Most of us will have to start with just a few followers and work our way up to more and more people with weeks and months and years of really great content and dedicated networking. If you are looking for a quick fix, blogging is definitely not the thing for you.

5. Collaboration is key
Working with bloggers you admire through collaborations and guest posts is pretty great. It will help you reach new audiences and make new friends.

It can be hard when you join the blogging community. It seems like everyone knows everyone but no one knows you. No one wants to know you either. It's like changing schools in the middle of semester. Everyone is already established in there little groups, and then there's you, tagging along and trying to join in. It can be demoralising and downright depressing to feel so left out and alone all the time.
This is where collaborating on a post, joining in discussions with meaningful comments (not just links to your blog posts) and writing guest posts on other people's blogs can be a great help.

6. Social media matters, but it's not the end of the world
As I said above, creating an online presence is really important for a blogger and social media is one of the easiest and best ways to go. It can be a great tool in helping  you reach readers and connect with peers. It can also be a huge detriment if you get a bit hot headed and blast someone or say something controversial or make any other kind of mistake. You can remove these posts but someone will always have gotten a screenshot before you manage to click delete.
How you act online is how most people will see you. Most readers don't know  you in person, so who you are on social media is often all that they have to go on.
In saying this, it's not the be all and end all. We all make mistakes and most people understand that, so don't let fear keep you from the awesomeness that is social media.

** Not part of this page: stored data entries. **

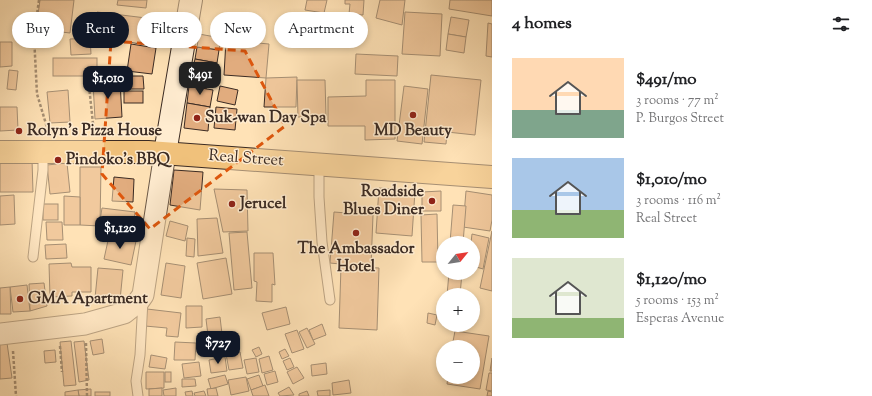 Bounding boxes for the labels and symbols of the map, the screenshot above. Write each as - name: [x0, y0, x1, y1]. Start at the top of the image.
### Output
- pin: $491: [176, 62, 224, 96]
- pin: $1,010: [75, 66, 141, 100]
- place label: Suk-wan Day Spa: [205, 107, 327, 130]
- marker: MD Beauty: [408, 110, 418, 120]
- marker: Suk-wan Day Spa: [192, 113, 202, 123]
- place label: Rolyn's Pizza House: [27, 120, 163, 143]
- place label: MD Beauty: [374, 120, 452, 143]
- marker: Rolyn's Pizza House: [14, 126, 24, 136]
- street label: Real Street: [208, 145, 285, 173]
- place label: Pindoko's BBQ: [66, 149, 172, 172]
- marker: Pindoko's BBQ: [53, 155, 63, 165]
- place label: Roadside Blues Diner: [343, 181, 425, 222]
- place label: Jerucel: [238, 193, 287, 216]
- marker: Roadside Blues Diner: [427, 196, 437, 206]
- marker: Jerucel: [227, 199, 237, 209]
- pin: $1,120: [87, 216, 153, 250]
- marker: The Ambassador Hotel: [351, 228, 361, 238]
- north arrow: [436, 236, 480, 280]
- place label: The Ambassador Hotel: [298, 238, 415, 279]
- place label: GMA Apartment: [28, 288, 148, 311]
- marker: GMA Apartment: [15, 294, 25, 304]
- pin: $727: [194, 331, 242, 365]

There will also be some tweets that just disappear into the aether without a single like or reply. In fact most of my tweets are like that. Don't be disheartened. Make sure you take the time to connect with others the way you want them to connect with you, but don't get too caught up in it.
Twitter and Instagram and Facebook aren't real life.

7. No one is Youer than You
You are the best person in the world at being you. You are also the best person in the world at writing YOUR blog, so try not to compare yourself to others. This is something I struggled with at the start. I was constantly thinking about who had more followers than me and who got more comments on their posts and who did a far better job of writing that post than I ever could.

While it can be helpful to look at other bloggers work and try to learn from them, it's important not to get bogged down in making comparisons.
It is especially important to not just throw out your ideas and your personality and try to copy them instead, just because what they are doing seems to be way more popular.
You will never be as good at being someone else as you are at being you.

Focus on creating a blog that you love. One that reflects who you are and what you want to do. You might find that most people just don't get it, but someone will and they will love you all the more for being different to everyone else.
You can grow and change and get better, but don't sell out and just try to be like someone else.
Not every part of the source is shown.